While purchasing the latest and greatest cycling gear isn’t always necessary, upgrading a few of your components can have a big impact on your performance and comfort on the road. Here are five bike components that are worth an upgrade:


To cut costs on stock bikes, manufacturers are known to equip road bikes with cheap tires that are heavy and not all that durable. If you’ve upgraded to a more expensive aero or climbing wheelset, keeping an old or heavy tire on nice wheels doesn’t make much sense. Since a really good road tire is reasonably inexpensive, at least when compared with the price of wheels, upgrading to a lighter, more comfortable tire is usually a cost-effective decision.


A successor to the popular Michelin Pro4 tire, the new Power Competition tire offers dependable puncture protection and top-of-the-line rolling resistance while still being light enough for race day. It also features excellent grip for hard cornering and is said to provide a 10-watt savings when compared to Michelin’s other training tires.


If you own a set of tubeless-ready rims, switching to a tubeless tire improves your resistance to pinch flats and lower overall weight by negating the need for an inner tube. The Schwalbe Pro One is one of the best options currently available. Unlike other tubeless tires, these are easy to get on and off and come in a variety of widths. It’s also very comfortable over rough terrain and has a super-low rolling resistance, which makes it efficient and plenty fast.

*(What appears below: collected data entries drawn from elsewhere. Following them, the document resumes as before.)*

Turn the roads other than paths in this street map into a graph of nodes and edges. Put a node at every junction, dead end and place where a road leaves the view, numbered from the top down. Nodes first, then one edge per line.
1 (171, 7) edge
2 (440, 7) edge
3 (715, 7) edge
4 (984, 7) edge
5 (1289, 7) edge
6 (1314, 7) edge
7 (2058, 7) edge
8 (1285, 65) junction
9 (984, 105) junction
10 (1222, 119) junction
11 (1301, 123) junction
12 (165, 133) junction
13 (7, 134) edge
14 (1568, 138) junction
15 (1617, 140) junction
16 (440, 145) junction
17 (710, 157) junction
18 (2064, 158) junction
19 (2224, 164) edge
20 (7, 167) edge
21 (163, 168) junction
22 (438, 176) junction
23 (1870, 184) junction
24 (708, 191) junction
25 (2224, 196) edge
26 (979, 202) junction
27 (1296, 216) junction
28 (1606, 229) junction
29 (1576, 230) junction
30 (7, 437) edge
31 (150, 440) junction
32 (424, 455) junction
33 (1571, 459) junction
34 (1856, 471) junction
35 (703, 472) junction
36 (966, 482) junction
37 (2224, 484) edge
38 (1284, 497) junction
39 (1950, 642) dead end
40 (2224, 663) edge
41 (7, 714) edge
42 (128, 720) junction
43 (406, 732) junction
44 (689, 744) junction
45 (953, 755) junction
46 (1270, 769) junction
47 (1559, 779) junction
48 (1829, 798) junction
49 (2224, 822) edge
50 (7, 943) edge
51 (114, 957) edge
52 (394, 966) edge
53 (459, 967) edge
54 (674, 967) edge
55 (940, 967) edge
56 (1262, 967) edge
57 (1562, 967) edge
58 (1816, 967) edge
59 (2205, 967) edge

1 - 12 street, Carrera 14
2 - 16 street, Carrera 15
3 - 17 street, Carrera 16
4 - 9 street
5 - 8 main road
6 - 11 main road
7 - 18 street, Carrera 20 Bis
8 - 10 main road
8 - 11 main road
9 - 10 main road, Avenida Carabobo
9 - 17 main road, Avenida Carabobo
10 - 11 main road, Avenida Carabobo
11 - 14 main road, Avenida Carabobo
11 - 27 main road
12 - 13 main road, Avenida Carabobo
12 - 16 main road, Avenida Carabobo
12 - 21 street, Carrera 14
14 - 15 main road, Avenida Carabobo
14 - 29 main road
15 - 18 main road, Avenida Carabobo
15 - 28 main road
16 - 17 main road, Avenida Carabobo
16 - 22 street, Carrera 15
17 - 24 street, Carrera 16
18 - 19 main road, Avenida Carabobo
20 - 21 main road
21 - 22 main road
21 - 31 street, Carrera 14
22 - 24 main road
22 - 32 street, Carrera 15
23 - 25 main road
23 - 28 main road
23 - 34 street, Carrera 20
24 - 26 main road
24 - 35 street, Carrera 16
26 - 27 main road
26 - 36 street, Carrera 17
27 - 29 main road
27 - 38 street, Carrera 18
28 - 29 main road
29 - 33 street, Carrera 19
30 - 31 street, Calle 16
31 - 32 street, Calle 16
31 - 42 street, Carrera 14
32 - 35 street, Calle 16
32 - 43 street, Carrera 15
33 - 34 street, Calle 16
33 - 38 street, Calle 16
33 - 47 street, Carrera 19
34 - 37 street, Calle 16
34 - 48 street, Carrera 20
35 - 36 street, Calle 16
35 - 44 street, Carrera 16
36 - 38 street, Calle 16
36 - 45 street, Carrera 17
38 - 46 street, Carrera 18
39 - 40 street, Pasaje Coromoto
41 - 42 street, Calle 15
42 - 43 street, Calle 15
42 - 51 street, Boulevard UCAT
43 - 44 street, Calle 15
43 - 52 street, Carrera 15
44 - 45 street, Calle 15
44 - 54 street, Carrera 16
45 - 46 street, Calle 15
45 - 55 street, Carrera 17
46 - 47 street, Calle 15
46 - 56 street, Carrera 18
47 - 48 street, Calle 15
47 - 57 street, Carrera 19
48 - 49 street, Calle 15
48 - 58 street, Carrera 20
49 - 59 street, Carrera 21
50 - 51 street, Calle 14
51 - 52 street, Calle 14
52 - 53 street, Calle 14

> Upgrade Your Wheels for Big Gains
> 10 Amazing Road Bike Frames
> Bike Saddles


When searching for upgrades, cables might be the last component you have in mind. But replacing old or cheap cables can make a big impact on your shifting, braking and the overall look of your bike.


The problem with stock housing is that they can twist and flex pretty easily, which will give you less braking power and less-than-precise shifting. Yokozuna cables are lubed and don’t flex or stretch nearly as much as other less-expensive options, greatly improving overall performance. The Reaction cables also come in several different color options to customize the look of your ride.


A worn out chain makes your shifting sloppy and also wears out other components like your cassette, chainrings and rear derailleur more quickly. Rather than waiting until you need to replace all your components, replacing your chain every year can save you money in the long run.


While stock options from Campagnolo and Shimano are excellent, if you want to take your chain game to the next level, the X11SL from KMC is a good way to do it. Titanium nitride coating improves the strength of the chain and also reduces friction, ensuring precise shifting in all weather conditions. Hollow pins and plates also make it one of the lightest chains on the market and one of the easiest to install.


A good crankset from Campagnolo, SRAM or Shimano should last you for years. But that doesn’t mean a crankset upgrade isn’t needed in certain instances. Here are two options that might be worth your investment.

$175 (Chainring only)

No matter how much you practice your pedal stroke, there are going to be certain spots where you just can’t generate as much power. To eliminate these “dead spots,” Rotor developed the oval ring to replace the more traditional round chainring. By doing so, you’ll get more power from your pedal stroke and have a smoother pedaling action, improving your overall pedaling efficiency. The Q-ring also attachs to your current four-bolt Shimano crankset.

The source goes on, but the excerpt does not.